Paris, March 3: Europe's deep freeze, which has cost more than 60 lives over the past week, continued to wreak havoc early today as the shivering continent awaited a sliver of weekend respite from a brutal Siberian cold front. After heavy snowfall and deadly blizzards lashed Europe, conditions marginally improved in some regions on Friday -- although temperatures generally remained sub-zero, forcing more major delays on roads, railways and at airports.

But Britain's Met Office said the Arctic temperatures were set to rise. "After the extreme weather many of us have seen recently many will see conditions ease a little through the next few days," it said. In France, the forecast this weekend was for rain rather than the kind of heavy snowfall that has blanketed vast tracts of Europe. The deadly chill has been caused by weather blowing in from Siberia. British media have dubbed the front "the Beast from the East," while the Dutch have gone for the "Siberian Bear" and the Swedes plumped for the "Snow Cannon".

Over the past week, the freezing conditions have claimed more than 60 lives, according to an AFP toll, including 23 in Poland, seven in Slovakia, six in the Czech Republic and five in Lithuania. Other deaths were recorded in Spain, Italy, Romania, Serbia, Slovenia, Britain, the Netherlands, Sweden and Norway. France has seen at least nine weather-related deaths, including four skiers killed by an avalanche on Friday in the Alps, which have seen particularly heavy snowfall. A 41-year-old Libyan man was found dead in an empty train carriage in the western French town of Saintes.
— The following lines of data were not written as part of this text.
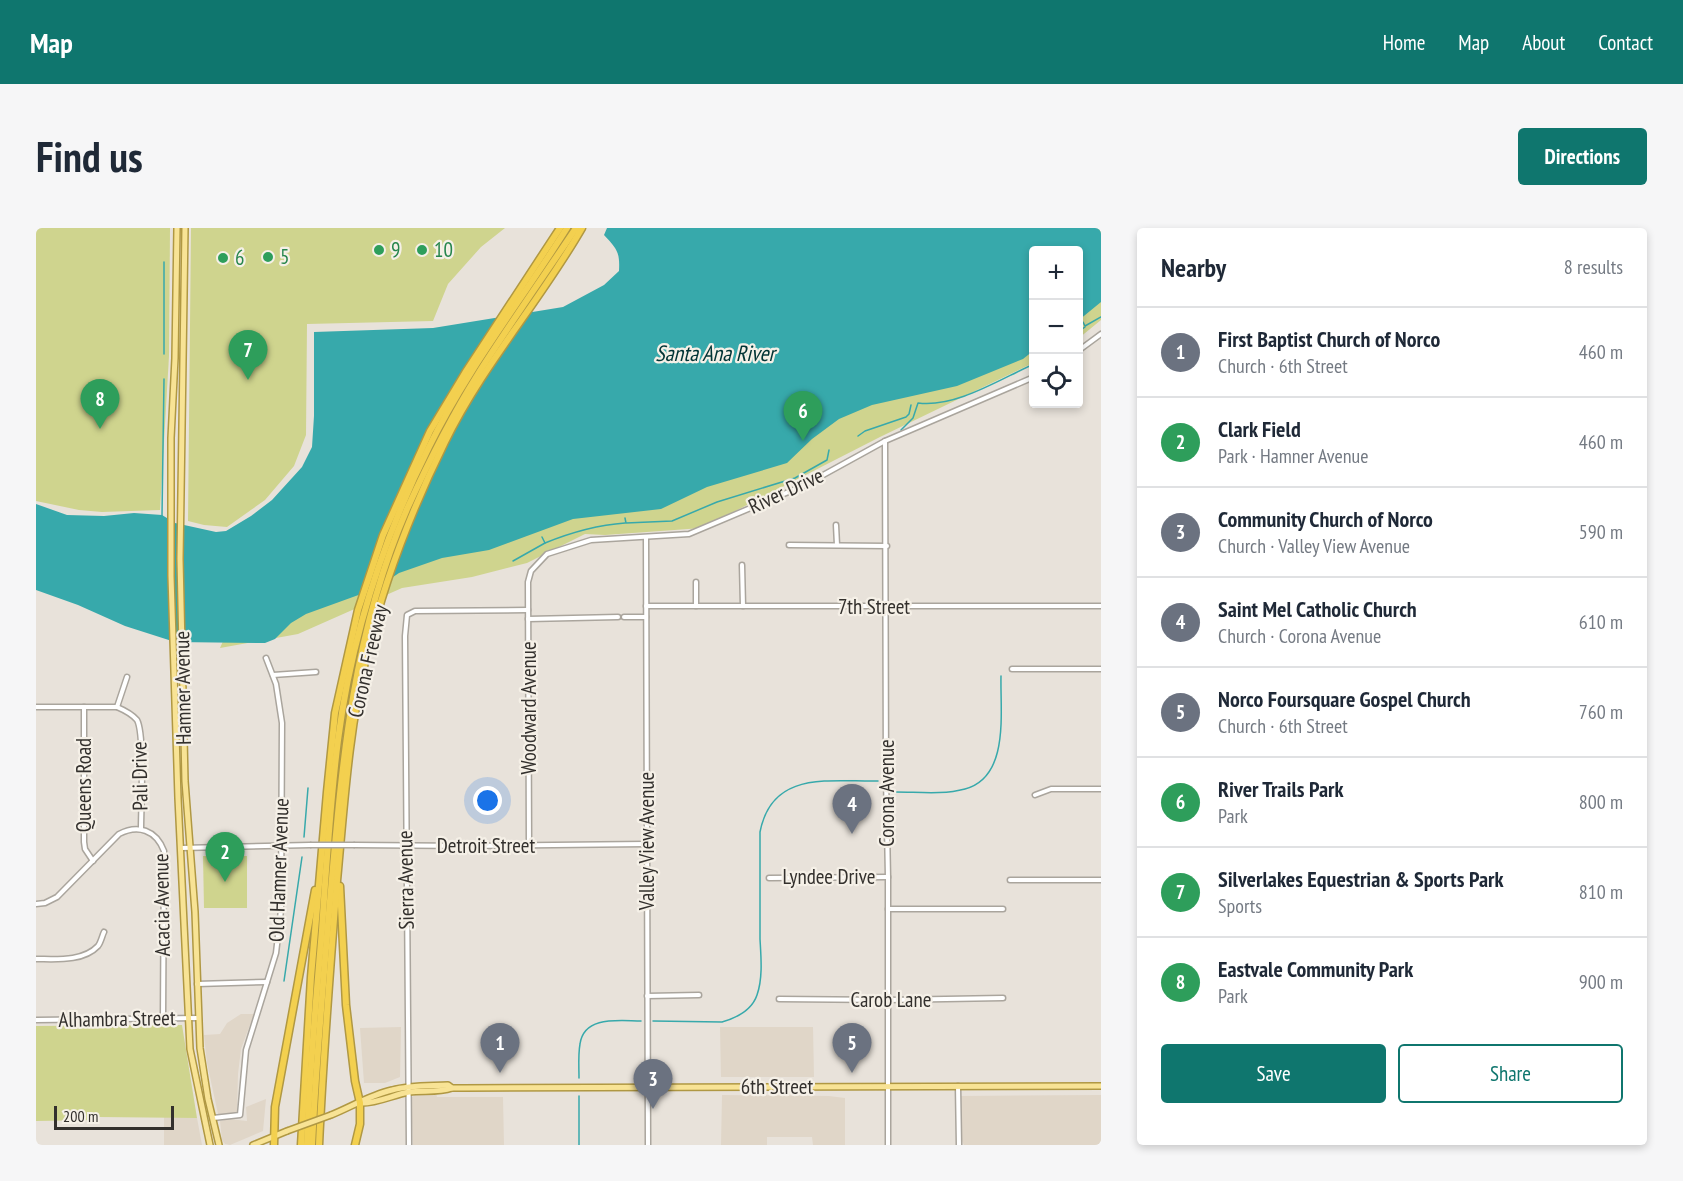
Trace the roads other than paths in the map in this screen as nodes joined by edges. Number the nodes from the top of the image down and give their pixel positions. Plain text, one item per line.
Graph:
1 (177, 228) edge
2 (185, 228) edge
3 (560, 228) edge
4 (567, 228) edge
5 (576, 228) edge
6 (582, 228) edge
7 (533, 298) junction
8 (516, 301) junction
9 (1101, 334) edge
10 (1083, 347) edge
11 (1029, 378) edge
12 (885, 441) junction
13 (836, 525) dead end
14 (646, 538) junction
15 (789, 545) dead end
16 (837, 545) junction
17 (887, 546) junction
18 (742, 565) dead end
19 (531, 571) joint
20 (696, 582) dead end
21 (646, 606) junction
22 (696, 606) junction
23 (743, 606) junction
24 (1101, 606) edge
25 (886, 607) junction
26 (372, 610) junction
27 (528, 610) junction
28 (618, 617) dead end
29 (624, 617) dead end
30 (646, 617) junction
31 (528, 619) junction
32 (266, 658) dead end
33 (1012, 669) dead end
34 (1101, 669) edge
35 (316, 672) dead end
36 (273, 675) junction
37 (127, 677) dead end
38 (36, 707) edge
39 (84, 707) junction
40 (117, 707) junction
41 (1101, 789) edge
42 (1035, 795) dead end
43 (141, 829) junction
44 (646, 844) junction
45 (281, 845) junction
46 (406, 845) junction
47 (529, 846) junction
48 (190, 847) junction
49 (181, 848) junction
50 (321, 857) junction
51 (339, 858) junction
52 (93, 861) junction
53 (888, 877) junction
54 (769, 878) dead end
55 (1010, 880) dead end
56 (1101, 880) edge
57 (36, 904) edge
58 (888, 909) junction
59 (1003, 909) dead end
60 (104, 932) dead end
61 (36, 958) edge
62 (267, 982) junction
63 (197, 984) junction
64 (699, 995) dead end
65 (647, 996) junction
66 (1003, 998) dead end
67 (779, 999) dead end
68 (888, 1000) junction
69 (189, 1018) junction
70 (198, 1018) junction
71 (163, 1019) junction
72 (36, 1020) edge
73 (958, 1086) junction
74 (1101, 1086) edge
75 (648, 1087) junction
76 (888, 1087) junction
77 (408, 1089) junction
78 (360, 1103) junction
79 (213, 1118) junction
80 (273, 1137) junction
81 (210, 1145) edge
82 (219, 1145) edge
83 (253, 1145) edge
84 (274, 1145) edge
85 (301, 1145) edge
86 (306, 1145) edge
87 (312, 1145) edge
88 (319, 1145) edge
89 (355, 1145) edge
90 (409, 1145) edge
91 (648, 1145) edge
92 (888, 1145) edge
93 (959, 1145) edge

1 - 49 main road, Hamner Avenue
2 - 48 main road, Hamner Avenue
3 - 8 highway, Corona Freeway
4 - 8 highway
5 - 7 highway
6 - 7 highway, Corona Freeway
7 - 26 highway, Corona Freeway
8 - 26 highway
8 - 50 highway, Corona Freeway
9 - 10 street
11 - 12 street, River Drive
12 - 14 street, River Drive
12 - 17 street, Corona Avenue
13 - 16 street
14 - 19 street, River Drive
14 - 21 street, Valley View Avenue
15 - 16 street
16 - 17 street
17 - 25 street, Corona Avenue
18 - 23 street
19 - 27 street, Woodward Avenue
20 - 22 street
21 - 22 street, 7th Street
21 - 30 street, Valley View Avenue
22 - 23 street, 7th Street
23 - 25 street, 7th Street
24 - 25 street, 7th Street
25 - 53 street, Corona Avenue
26 - 51 highway, Corona Freeway
26 - 86 highway
26 - 87 highway
27 - 31 street, Woodward Avenue
27 - 46 street, Sierra Avenue
28 - 31 street
29 - 30 street
30 - 44 street, Valley View Avenue
31 - 47 street, Woodward Avenue
32 - 36 street, Old Hamner Avenue
33 - 34 street
35 - 36 street
36 - 45 street, Old Hamner Avenue
37 - 40 street
38 - 39 street
39 - 40 street
39 - 52 street, Queens Road
40 - 43 street, Pali Drive
41 - 42 street
43 - 52 street, Acacia Avenue
43 - 71 street, Acacia Avenue
44 - 47 street, Detroit Street
44 - 65 street, Valley View Avenue
45 - 46 street, Detroit Street, bridge
45 - 48 street, Detroit Street
45 - 62 street, Old Hamner Avenue
46 - 47 street, Detroit Street
46 - 77 street, Sierra Avenue
48 - 49 street, Detroit Street
48 - 63 main road, Hamner Avenue
49 - 69 main road, Hamner Avenue
50 - 80 highway
50 - 85 highway, Corona Freeway
51 - 78 highway
51 - 88 highway, Corona Freeway
52 - 57 street, Acacia Avenue
53 - 54 street, Lyndee Drive
53 - 58 street, Corona Avenue
55 - 56 street
58 - 59 street
58 - 68 street, Corona Avenue
60 - 61 street
62 - 63 street
62 - 79 street, Old Hamner Avenue
63 - 70 main road, Hamner Avenue
64 - 65 street
65 - 75 street, Valley View Avenue
66 - 68 street, Carob Lane
67 - 68 street, Carob Lane
68 - 76 street, Corona Avenue
69 - 70 street, Alhambra Street
69 - 71 street, Alhambra Street
69 - 81 main road, Hamner Avenue
70 - 79 main road, Hamner Avenue
71 - 72 street, Alhambra Street
73 - 74 main road, 6th Street
73 - 76 main road, 6th Street
73 - 93 street
75 - 76 main road, 6th Street
75 - 77 main road, 6th Street
75 - 91 street, Valley View Avenue
76 - 92 street, Corona Avenue
77 - 78 main road, 6th Street
77 - 90 street, Sierra Avenue
78 - 80 main road, 6th Street, bridge
78 - 89 highway
79 - 82 main road, Hamner Avenue
80 - 83 main road, 6th Street
80 - 84 highway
Police suspect he died of hypothermia, but could not be sure. In Austria meanwhile, five migrants abandoned by smugglers were rescued from a motorway near the city of Graz on Friday, some of them walking barefoot in sub-zero temperatures, according to police. Switzerland has seen the mercury plummet to records of up to minus 40 degrees Celsius (minus 40 Fahrenheit) in the ongoing blizzard, which has even covered usually balmy Mediterranean beaches with a blanket of snow. Geneva's busy airport announced it had re-opened shortly after midday Friday "despite the unfavourable meteorological conditions", having warned earlier it faced staying shut for a second consecutive day as snowstorms continued to lash the Swiss city. Airport authorities warned, however, of further "delays and cancellations". The cold threw a spanner in the works of British Prime Minister Theresa May's plans to give a speech on Brexit in the northeastern city of Newcastle. May elected to stay put in London given the transport mayhem, which saw motorists stuck in their cars around Manchester in the northwest and troops deployed overnight in Hampshire in the deep south to aid other drivers battling fresh snowfall and icy gales.
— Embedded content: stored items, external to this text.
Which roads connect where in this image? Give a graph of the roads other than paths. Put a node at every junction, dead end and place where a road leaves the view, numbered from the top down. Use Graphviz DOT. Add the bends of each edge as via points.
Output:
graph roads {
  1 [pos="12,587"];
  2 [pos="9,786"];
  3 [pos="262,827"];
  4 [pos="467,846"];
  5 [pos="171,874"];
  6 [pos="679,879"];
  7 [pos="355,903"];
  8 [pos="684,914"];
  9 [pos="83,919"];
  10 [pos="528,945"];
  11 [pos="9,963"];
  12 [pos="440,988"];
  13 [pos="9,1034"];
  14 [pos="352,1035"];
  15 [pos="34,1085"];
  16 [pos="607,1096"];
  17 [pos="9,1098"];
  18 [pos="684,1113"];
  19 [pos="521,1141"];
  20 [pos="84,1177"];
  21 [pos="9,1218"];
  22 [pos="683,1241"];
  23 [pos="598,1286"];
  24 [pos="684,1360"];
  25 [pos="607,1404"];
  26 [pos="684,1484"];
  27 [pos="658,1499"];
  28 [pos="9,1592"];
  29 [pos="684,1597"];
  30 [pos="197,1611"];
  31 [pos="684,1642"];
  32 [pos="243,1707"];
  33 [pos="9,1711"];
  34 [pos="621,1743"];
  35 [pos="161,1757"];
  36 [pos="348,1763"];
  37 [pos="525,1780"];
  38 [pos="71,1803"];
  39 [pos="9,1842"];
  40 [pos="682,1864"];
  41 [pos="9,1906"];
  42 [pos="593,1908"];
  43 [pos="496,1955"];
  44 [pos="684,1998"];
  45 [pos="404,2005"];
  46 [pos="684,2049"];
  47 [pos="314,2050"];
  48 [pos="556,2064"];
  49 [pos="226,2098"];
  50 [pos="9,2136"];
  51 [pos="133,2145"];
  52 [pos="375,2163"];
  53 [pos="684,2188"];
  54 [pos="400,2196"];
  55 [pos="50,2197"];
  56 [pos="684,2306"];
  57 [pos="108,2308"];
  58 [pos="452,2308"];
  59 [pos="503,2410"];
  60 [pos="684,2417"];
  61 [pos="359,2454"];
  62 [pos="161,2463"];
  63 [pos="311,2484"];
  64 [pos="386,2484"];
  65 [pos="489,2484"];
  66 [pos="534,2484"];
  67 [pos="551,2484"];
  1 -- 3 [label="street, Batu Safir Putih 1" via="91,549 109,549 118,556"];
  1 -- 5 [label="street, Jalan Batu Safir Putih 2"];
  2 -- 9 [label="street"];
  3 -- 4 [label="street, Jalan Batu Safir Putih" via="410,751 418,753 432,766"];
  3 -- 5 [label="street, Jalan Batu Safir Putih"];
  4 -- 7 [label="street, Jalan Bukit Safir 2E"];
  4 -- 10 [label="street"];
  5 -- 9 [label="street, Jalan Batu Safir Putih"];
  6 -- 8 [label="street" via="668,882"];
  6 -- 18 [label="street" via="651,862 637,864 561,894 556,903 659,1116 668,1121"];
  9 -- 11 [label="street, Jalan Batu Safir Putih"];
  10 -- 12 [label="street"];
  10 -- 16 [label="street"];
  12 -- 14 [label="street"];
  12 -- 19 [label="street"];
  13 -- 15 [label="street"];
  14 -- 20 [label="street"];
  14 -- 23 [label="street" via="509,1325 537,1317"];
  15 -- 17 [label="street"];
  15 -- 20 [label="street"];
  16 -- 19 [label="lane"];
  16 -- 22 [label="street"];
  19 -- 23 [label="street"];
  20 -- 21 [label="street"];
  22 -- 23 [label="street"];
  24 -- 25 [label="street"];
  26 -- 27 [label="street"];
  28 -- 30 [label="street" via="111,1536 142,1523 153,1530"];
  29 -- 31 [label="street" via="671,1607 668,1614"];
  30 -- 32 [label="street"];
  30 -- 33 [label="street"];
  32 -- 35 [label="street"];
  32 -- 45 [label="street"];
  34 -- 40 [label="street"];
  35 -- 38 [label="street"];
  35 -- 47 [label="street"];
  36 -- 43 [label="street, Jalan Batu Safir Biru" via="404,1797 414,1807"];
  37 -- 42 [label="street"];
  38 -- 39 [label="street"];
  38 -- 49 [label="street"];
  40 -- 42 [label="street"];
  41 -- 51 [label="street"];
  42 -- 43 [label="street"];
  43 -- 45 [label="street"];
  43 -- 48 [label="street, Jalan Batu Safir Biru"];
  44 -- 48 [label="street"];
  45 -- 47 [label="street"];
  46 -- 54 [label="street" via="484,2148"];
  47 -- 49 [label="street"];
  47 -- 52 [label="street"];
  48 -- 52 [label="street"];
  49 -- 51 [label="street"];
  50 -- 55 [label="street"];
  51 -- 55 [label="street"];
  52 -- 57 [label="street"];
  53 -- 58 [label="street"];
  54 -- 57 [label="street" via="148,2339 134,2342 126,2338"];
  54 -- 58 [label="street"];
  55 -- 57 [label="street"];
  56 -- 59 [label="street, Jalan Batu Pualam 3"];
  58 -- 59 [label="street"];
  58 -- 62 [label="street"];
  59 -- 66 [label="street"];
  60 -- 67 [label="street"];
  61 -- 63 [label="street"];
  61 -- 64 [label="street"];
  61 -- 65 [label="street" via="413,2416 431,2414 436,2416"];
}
Also having to change their plans were Andrew Waring and his wife Daniella, who gave birth to baby daughter Sienna on the side of a snowbound main road outside the northeastern town of Darlington. Waring delivered the child on the roadside after the couple realised they would not reach the hospital in time, with paramedics dubbing Sienna the #A66snowbaby after the road where she emerged into the world.

In Ireland, housing minister Eoghan Murphy tweeted that "blizzard conditions have now passed", advising people they could now venture outdoors while still exercising "extreme caution". Even so, Dublin airport remained closed until at least Saturday. Some 24,000 people remained without electricity in Ireland Friday morning. The country battled to get over the worst of a combination of the cold blast and Storm Emma, which has also been battering western Europe and was doing its worst over Britain. Italy was also still stuck in sub-zero temperatures with a number of major roads blocked because of snow and black ice as forecasters warned the country's northern and central regions would see little immediate improvement.